Exercise material Block Start
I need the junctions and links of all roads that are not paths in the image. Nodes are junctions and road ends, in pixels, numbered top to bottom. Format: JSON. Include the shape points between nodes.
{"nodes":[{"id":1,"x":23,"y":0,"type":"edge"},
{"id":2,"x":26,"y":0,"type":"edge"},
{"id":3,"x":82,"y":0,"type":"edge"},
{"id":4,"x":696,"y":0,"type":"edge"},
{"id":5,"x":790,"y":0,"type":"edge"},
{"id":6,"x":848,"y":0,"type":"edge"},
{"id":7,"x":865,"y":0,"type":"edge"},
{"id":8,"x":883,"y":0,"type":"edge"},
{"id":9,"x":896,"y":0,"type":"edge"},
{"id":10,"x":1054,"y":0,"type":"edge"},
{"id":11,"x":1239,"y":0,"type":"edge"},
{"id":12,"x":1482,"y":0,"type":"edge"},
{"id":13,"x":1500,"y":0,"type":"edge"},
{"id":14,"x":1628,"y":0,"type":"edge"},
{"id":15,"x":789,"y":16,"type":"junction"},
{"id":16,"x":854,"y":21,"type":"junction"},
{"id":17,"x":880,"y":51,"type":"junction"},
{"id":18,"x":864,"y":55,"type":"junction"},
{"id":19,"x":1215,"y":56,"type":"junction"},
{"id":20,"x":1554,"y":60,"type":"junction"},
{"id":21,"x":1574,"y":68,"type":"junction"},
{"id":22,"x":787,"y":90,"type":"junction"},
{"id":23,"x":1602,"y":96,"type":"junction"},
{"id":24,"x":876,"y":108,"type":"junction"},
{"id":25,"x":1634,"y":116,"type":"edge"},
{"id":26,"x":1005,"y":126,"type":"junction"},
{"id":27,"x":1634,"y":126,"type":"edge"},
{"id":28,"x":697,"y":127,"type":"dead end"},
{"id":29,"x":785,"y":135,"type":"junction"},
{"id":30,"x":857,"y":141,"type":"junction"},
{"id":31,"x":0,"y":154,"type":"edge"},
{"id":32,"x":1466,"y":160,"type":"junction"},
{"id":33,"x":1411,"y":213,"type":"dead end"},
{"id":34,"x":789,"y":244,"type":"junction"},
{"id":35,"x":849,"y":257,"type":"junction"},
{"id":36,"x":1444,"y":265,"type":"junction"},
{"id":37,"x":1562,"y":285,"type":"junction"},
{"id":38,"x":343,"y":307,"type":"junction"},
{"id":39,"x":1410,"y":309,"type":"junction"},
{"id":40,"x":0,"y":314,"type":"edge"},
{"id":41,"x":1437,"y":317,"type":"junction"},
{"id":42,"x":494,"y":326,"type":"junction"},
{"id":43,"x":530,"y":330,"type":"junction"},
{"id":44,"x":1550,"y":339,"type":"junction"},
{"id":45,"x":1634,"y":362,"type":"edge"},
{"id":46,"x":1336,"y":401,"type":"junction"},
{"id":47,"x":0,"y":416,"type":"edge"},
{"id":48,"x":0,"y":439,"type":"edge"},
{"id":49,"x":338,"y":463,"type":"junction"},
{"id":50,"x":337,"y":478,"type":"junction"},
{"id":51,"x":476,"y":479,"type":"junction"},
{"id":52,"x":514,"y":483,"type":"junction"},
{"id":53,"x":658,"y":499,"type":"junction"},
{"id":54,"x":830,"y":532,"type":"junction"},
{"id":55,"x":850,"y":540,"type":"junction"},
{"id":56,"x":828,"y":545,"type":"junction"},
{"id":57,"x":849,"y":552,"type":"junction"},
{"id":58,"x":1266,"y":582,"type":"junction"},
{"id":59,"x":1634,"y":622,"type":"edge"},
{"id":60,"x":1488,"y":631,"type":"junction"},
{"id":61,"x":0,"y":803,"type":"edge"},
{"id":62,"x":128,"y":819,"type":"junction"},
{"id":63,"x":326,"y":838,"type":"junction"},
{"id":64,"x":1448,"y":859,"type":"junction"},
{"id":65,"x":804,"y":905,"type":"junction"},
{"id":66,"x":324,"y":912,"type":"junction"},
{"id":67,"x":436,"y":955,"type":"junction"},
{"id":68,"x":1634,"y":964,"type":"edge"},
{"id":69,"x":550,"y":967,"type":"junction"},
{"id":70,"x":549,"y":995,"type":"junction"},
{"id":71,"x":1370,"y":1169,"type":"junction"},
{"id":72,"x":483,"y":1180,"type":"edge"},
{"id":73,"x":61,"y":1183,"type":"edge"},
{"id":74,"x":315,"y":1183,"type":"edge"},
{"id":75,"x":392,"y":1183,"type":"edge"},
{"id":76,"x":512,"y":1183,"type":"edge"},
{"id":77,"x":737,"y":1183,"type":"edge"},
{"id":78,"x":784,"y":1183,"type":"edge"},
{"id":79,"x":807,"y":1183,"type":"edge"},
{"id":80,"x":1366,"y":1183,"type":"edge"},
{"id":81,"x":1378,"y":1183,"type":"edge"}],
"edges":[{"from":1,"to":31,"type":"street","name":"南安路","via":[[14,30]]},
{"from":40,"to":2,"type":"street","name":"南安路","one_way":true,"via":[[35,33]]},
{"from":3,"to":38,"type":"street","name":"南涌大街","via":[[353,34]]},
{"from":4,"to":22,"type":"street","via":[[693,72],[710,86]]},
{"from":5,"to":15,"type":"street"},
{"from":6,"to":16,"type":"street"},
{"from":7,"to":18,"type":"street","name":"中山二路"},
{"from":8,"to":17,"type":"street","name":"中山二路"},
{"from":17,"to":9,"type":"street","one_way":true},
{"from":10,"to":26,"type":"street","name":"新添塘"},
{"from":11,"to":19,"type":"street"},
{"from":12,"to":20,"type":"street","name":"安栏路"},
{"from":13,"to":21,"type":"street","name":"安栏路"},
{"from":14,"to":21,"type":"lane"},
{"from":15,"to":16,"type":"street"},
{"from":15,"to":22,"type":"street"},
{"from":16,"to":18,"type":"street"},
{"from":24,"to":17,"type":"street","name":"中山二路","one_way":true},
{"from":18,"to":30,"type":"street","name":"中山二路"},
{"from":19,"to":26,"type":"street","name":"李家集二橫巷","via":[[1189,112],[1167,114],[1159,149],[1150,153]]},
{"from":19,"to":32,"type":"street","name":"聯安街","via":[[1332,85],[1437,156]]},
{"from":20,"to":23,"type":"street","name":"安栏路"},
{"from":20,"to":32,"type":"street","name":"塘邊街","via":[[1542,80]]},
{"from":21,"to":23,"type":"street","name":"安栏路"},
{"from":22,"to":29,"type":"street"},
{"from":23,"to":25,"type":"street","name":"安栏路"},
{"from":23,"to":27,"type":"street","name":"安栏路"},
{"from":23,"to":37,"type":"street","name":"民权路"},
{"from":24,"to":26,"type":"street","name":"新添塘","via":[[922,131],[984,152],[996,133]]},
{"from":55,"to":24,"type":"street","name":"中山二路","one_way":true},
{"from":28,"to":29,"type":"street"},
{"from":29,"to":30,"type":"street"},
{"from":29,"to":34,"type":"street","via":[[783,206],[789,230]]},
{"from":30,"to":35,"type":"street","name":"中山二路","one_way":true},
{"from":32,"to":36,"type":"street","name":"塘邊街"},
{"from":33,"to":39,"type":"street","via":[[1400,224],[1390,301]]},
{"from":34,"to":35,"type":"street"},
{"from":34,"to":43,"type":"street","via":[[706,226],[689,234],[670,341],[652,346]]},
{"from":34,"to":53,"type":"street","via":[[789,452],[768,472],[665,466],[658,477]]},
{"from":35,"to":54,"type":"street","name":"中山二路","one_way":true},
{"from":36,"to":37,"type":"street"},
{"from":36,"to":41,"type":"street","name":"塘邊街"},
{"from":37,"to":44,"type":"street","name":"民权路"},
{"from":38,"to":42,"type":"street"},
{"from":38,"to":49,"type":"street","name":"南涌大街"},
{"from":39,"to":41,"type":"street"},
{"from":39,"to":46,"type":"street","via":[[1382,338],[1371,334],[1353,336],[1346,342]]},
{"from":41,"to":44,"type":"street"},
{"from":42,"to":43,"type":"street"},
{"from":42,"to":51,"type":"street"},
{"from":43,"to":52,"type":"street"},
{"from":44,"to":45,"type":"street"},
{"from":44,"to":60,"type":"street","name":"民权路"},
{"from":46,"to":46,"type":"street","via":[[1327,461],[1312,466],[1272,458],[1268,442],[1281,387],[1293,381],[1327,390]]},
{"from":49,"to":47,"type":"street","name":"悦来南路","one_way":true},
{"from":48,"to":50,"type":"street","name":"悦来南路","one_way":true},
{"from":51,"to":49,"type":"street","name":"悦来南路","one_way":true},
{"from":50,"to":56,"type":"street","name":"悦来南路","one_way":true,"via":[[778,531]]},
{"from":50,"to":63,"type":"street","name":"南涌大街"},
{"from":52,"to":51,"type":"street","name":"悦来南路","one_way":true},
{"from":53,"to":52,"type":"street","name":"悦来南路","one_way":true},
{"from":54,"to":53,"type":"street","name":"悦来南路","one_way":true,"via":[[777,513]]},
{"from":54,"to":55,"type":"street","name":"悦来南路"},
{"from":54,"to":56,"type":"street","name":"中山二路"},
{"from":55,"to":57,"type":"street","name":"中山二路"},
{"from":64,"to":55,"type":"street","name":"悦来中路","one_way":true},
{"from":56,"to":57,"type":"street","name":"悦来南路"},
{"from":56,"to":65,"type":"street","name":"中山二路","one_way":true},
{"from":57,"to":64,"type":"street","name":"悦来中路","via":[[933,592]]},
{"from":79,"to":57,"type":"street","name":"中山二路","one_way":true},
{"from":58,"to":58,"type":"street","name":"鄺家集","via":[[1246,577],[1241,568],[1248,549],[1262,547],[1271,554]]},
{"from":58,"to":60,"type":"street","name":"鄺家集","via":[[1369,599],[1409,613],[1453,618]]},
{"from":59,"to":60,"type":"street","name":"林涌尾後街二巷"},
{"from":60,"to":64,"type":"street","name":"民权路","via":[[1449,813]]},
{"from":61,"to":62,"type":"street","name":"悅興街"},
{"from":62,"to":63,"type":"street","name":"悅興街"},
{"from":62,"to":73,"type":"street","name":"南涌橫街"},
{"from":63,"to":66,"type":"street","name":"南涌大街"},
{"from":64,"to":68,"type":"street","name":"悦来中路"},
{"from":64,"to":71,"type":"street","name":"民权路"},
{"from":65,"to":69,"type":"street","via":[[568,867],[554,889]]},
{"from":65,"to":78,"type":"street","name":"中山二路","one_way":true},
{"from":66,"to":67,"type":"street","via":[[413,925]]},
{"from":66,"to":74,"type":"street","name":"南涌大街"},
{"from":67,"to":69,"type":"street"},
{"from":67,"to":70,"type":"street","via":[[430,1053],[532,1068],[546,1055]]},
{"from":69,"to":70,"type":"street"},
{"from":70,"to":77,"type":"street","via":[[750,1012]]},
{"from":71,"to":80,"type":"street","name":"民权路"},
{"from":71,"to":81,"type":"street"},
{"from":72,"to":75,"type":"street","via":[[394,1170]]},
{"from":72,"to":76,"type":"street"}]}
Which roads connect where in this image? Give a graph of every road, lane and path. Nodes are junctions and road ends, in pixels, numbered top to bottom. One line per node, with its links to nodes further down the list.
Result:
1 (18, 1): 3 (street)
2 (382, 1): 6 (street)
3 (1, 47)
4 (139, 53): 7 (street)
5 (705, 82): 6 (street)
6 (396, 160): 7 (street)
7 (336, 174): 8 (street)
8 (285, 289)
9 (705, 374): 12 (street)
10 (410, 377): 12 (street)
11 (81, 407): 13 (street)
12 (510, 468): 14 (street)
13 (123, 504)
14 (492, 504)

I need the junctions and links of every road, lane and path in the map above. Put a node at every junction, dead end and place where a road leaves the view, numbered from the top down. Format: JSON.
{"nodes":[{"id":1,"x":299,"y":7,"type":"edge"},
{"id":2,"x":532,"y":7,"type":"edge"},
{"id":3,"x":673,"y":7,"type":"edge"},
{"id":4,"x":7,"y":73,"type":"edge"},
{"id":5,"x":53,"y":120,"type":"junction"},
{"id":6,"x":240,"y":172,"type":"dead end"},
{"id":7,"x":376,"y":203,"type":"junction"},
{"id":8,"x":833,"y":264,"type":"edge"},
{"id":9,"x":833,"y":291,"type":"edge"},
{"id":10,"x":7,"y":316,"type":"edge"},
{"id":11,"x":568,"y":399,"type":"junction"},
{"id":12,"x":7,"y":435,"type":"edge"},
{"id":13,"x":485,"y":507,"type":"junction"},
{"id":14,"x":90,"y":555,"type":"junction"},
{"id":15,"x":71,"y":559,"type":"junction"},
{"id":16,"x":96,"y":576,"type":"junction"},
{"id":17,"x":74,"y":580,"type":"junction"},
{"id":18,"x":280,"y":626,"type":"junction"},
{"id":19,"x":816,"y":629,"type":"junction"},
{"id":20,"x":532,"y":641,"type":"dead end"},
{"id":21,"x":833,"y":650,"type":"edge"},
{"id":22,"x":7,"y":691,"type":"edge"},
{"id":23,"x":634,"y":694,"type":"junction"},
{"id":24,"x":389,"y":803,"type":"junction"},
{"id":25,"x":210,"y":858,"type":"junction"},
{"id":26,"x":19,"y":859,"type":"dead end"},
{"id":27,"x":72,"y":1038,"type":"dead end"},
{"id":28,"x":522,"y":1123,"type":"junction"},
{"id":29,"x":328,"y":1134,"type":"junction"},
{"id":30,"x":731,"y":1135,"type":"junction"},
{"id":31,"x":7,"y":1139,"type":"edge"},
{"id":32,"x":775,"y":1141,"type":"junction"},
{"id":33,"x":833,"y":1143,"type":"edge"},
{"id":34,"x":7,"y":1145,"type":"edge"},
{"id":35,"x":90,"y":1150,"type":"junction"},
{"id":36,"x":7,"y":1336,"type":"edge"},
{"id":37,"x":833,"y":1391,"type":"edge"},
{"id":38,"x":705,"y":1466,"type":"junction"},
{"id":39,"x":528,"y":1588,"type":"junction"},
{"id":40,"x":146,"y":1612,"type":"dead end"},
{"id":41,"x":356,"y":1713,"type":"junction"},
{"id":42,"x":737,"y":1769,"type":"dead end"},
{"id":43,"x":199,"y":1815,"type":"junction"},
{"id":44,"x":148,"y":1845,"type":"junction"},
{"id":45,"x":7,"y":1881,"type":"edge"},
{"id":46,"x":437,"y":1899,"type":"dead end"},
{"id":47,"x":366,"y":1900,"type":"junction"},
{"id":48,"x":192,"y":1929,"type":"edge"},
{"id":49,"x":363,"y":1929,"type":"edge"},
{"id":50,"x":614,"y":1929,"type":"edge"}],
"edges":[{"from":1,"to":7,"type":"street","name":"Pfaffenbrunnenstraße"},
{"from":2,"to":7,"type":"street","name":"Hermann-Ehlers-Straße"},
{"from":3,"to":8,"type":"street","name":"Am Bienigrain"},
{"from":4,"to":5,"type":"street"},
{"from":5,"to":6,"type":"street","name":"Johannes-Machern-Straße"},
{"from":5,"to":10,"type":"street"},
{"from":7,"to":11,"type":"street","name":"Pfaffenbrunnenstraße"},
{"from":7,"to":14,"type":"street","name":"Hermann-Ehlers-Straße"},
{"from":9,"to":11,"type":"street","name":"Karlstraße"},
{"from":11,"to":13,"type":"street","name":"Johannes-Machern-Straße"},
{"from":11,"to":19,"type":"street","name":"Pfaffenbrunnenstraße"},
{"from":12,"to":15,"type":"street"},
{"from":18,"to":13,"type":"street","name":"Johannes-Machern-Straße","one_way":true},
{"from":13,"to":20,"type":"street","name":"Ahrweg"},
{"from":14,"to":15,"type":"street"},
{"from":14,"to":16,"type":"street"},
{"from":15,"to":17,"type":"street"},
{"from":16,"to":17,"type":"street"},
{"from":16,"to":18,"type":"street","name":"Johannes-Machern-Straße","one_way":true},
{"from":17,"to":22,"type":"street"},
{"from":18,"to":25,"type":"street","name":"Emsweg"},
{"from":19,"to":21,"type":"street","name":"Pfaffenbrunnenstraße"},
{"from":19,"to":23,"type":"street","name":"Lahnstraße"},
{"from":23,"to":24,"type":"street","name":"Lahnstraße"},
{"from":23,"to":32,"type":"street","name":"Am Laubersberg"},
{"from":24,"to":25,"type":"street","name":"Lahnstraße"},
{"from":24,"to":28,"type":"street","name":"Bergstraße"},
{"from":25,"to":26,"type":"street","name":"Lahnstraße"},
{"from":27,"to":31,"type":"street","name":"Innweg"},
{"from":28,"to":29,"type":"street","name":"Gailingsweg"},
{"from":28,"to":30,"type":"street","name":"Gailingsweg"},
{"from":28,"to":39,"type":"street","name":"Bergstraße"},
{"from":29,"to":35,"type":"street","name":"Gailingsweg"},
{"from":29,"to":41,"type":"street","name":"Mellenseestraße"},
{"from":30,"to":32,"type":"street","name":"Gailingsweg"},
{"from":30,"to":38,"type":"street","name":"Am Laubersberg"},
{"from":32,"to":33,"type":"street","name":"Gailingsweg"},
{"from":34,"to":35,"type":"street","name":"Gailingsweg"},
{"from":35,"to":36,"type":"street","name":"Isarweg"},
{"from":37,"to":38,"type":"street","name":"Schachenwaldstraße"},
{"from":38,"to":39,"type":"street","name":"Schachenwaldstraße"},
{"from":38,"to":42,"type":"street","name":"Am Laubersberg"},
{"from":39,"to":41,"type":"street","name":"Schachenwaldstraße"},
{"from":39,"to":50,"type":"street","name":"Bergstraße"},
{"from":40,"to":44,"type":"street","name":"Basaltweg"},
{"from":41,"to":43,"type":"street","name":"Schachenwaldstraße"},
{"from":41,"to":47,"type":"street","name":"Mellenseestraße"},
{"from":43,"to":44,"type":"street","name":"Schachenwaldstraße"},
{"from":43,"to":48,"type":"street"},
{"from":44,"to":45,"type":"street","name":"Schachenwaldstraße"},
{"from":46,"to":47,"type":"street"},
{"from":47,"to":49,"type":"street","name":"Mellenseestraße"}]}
Exercise material Block End
Please show the lines of the material that contain the string "Machern".

{"from":5,"to":6,"type":"street","name":"Johannes-Machern-Straße"},
{"from":11,"to":13,"type":"street","name":"Johannes-Machern-Straße"},
{"from":18,"to":13,"type":"street","name":"Johannes-Machern-Straße","one_way":true},
{"from":16,"to":18,"type":"street","name":"Johannes-Machern-Straße","one_way":true},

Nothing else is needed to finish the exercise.